## Exercise requirements:
Every entry that follows should be repeated exactly; drop the images.

## Material to process:
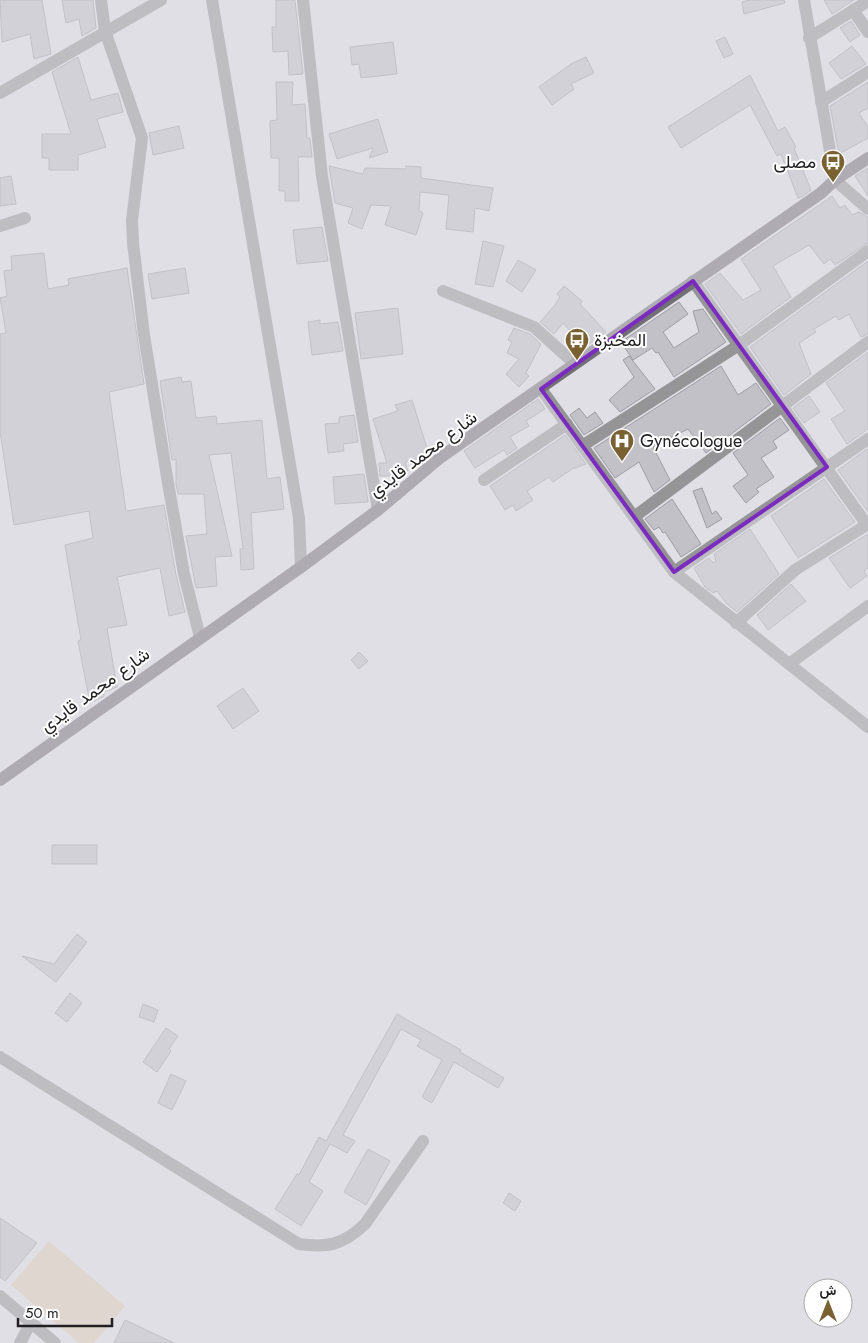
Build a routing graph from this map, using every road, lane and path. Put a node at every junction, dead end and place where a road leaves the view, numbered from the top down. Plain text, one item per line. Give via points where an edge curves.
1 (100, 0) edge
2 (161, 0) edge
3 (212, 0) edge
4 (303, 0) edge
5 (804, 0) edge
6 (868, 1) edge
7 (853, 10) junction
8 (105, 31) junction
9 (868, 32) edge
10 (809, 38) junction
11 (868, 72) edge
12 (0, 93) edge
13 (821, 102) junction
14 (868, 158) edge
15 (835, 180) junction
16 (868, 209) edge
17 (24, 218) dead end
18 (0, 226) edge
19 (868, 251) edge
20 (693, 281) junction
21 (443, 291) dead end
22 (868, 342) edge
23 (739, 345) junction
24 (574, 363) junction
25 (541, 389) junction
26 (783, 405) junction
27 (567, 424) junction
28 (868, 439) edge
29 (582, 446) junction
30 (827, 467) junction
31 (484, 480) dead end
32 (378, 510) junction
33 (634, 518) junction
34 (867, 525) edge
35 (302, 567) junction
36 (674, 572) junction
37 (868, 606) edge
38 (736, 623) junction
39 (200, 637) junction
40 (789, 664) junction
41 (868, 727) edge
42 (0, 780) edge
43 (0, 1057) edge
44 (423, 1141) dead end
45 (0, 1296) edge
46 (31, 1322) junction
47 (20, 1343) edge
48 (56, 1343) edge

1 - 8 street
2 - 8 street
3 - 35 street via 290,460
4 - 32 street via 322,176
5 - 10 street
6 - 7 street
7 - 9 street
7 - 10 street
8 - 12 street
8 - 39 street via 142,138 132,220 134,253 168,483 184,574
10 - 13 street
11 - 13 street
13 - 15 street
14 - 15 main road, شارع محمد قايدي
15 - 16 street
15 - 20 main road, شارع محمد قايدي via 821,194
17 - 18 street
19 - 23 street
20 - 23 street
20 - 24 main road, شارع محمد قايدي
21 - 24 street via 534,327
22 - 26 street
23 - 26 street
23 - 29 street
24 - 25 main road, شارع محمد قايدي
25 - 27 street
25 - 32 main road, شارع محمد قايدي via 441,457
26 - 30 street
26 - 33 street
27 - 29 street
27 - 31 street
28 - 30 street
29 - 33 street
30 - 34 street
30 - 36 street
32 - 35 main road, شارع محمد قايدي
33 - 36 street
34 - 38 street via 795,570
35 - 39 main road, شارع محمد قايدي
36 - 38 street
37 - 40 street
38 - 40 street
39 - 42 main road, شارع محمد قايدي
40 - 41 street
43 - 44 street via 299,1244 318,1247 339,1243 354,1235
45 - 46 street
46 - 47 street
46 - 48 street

## Solution below:
Build a routing graph from this map, using every road, lane and path. Put a node at every junction, dead end and place where a road leaves the view, numbered from the top down. Plain text, one item per line. Give via points where an edge curves.
1 (100, 0) edge
2 (161, 0) edge
3 (212, 0) edge
4 (303, 0) edge
5 (804, 0) edge
6 (868, 1) edge
7 (853, 10) junction
8 (105, 31) junction
9 (868, 32) edge
10 (809, 38) junction
11 (868, 72) edge
12 (0, 93) edge
13 (821, 102) junction
14 (868, 158) edge
15 (835, 180) junction
16 (868, 209) edge
17 (24, 218) dead end
18 (0, 226) edge
19 (868, 251) edge
20 (693, 281) junction
21 (443, 291) dead end
22 (868, 342) edge
23 (739, 345) junction
24 (574, 363) junction
25 (541, 389) junction
26 (783, 405) junction
27 (567, 424) junction
28 (868, 439) edge
29 (582, 446) junction
30 (827, 467) junction
31 (484, 480) dead end
32 (378, 510) junction
33 (634, 518) junction
34 (867, 525) edge
35 (302, 567) junction
36 (674, 572) junction
37 (868, 606) edge
38 (736, 623) junction
39 (200, 637) junction
40 (789, 664) junction
41 (868, 727) edge
42 (0, 780) edge
43 (0, 1057) edge
44 (423, 1141) dead end
45 (0, 1296) edge
46 (31, 1322) junction
47 (20, 1343) edge
48 (56, 1343) edge

1 - 8 street
2 - 8 street
3 - 35 street via 290,460
4 - 32 street via 322,176
5 - 10 street
6 - 7 street
7 - 9 street
7 - 10 street
8 - 12 street
8 - 39 street via 142,138 132,220 134,253 168,483 184,574
10 - 13 street
11 - 13 street
13 - 15 street
14 - 15 main road, شارع محمد قايدي
15 - 16 street
15 - 20 main road, شارع محمد قايدي via 821,194
17 - 18 street
19 - 23 street
20 - 23 street
20 - 24 main road, شارع محمد قايدي
21 - 24 street via 534,327
22 - 26 street
23 - 26 street
23 - 29 street
24 - 25 main road, شارع محمد قايدي
25 - 27 street
25 - 32 main road, شارع محمد قايدي via 441,457
26 - 30 street
26 - 33 street
27 - 29 street
27 - 31 street
28 - 30 street
29 - 33 street
30 - 34 street
30 - 36 street
32 - 35 main road, شارع محمد قايدي
33 - 36 street
34 - 38 street via 795,570
35 - 39 main road, شارع محمد قايدي
36 - 38 street
37 - 40 street
38 - 40 street
39 - 42 main road, شارع محمد قايدي
40 - 41 street
43 - 44 street via 299,1244 318,1247 339,1243 354,1235
45 - 46 street
46 - 47 street
46 - 48 street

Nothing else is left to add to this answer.